-- EXERCISE MATERIAL follows --

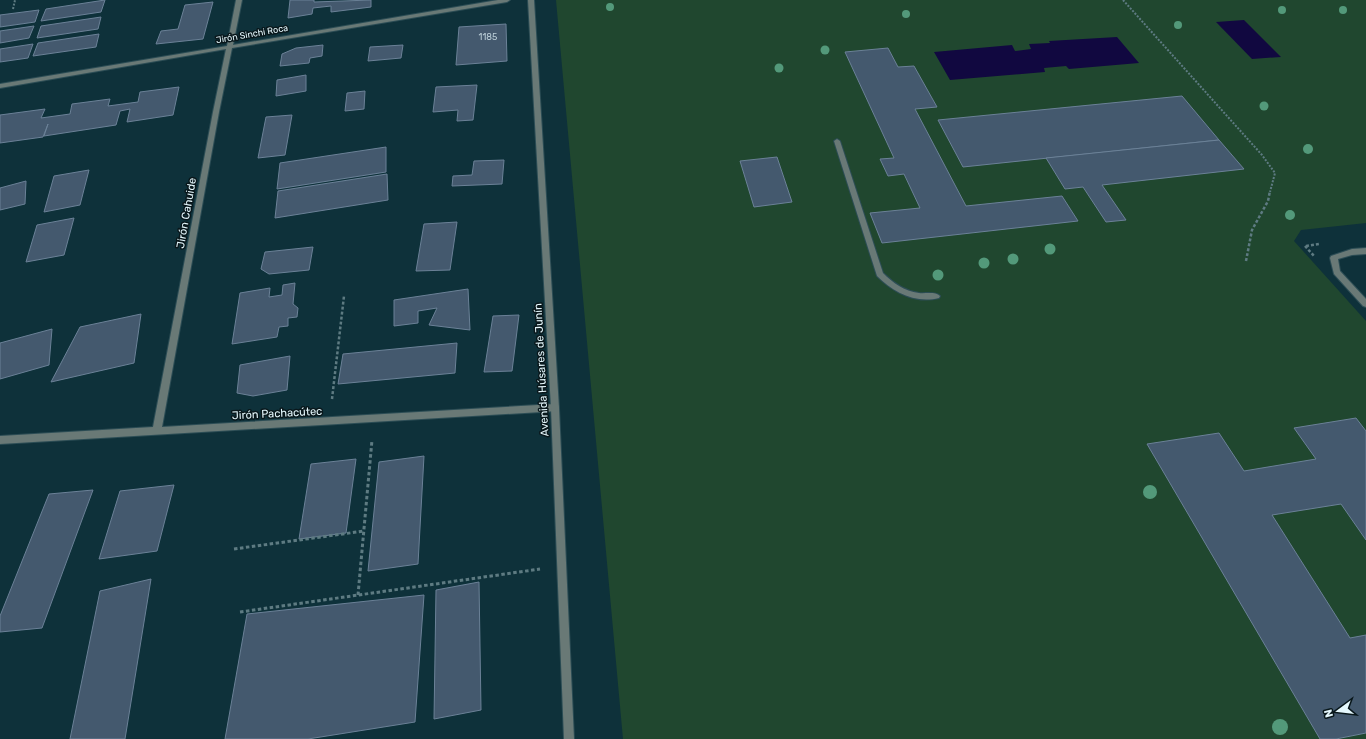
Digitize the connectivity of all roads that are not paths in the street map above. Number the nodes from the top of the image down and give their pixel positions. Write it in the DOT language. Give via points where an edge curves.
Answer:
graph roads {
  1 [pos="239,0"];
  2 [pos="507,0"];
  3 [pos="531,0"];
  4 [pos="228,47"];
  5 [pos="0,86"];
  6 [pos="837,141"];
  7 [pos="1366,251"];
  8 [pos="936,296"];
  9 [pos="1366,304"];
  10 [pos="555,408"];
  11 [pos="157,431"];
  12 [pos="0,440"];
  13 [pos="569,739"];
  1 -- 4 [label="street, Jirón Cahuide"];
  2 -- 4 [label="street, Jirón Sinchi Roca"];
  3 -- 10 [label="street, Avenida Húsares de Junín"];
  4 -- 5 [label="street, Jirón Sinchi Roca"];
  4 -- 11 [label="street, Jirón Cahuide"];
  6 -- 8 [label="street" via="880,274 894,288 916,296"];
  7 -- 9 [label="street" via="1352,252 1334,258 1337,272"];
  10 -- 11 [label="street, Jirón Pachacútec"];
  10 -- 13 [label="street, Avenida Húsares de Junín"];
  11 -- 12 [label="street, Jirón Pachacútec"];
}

-- EXERCISE MATERIAL concluded --

* [TASK OBJECTIVE] Skipping the pictures, output the entries exactly as they appear above.

* [ANSWER TO THIS EXERCISE]
Digitize the connectivity of all roads that are not paths in the street map above. Number the nodes from the top of the image down and give their pixel positions. Write it in the DOT language. Give via points where an edge curves.
Answer:
graph roads {
  1 [pos="239,0"];
  2 [pos="507,0"];
  3 [pos="531,0"];
  4 [pos="228,47"];
  5 [pos="0,86"];
  6 [pos="837,141"];
  7 [pos="1366,251"];
  8 [pos="936,296"];
  9 [pos="1366,304"];
  10 [pos="555,408"];
  11 [pos="157,431"];
  12 [pos="0,440"];
  13 [pos="569,739"];
  1 -- 4 [label="street, Jirón Cahuide"];
  2 -- 4 [label="street, Jirón Sinchi Roca"];
  3 -- 10 [label="street, Avenida Húsares de Junín"];
  4 -- 5 [label="street, Jirón Sinchi Roca"];
  4 -- 11 [label="street, Jirón Cahuide"];
  6 -- 8 [label="street" via="880,274 894,288 916,296"];
  7 -- 9 [label="street" via="1352,252 1334,258 1337,272"];
  10 -- 11 [label="street, Jirón Pachacútec"];
  10 -- 13 [label="street, Avenida Húsares de Junín"];
  11 -- 12 [label="street, Jirón Pachacútec"];
}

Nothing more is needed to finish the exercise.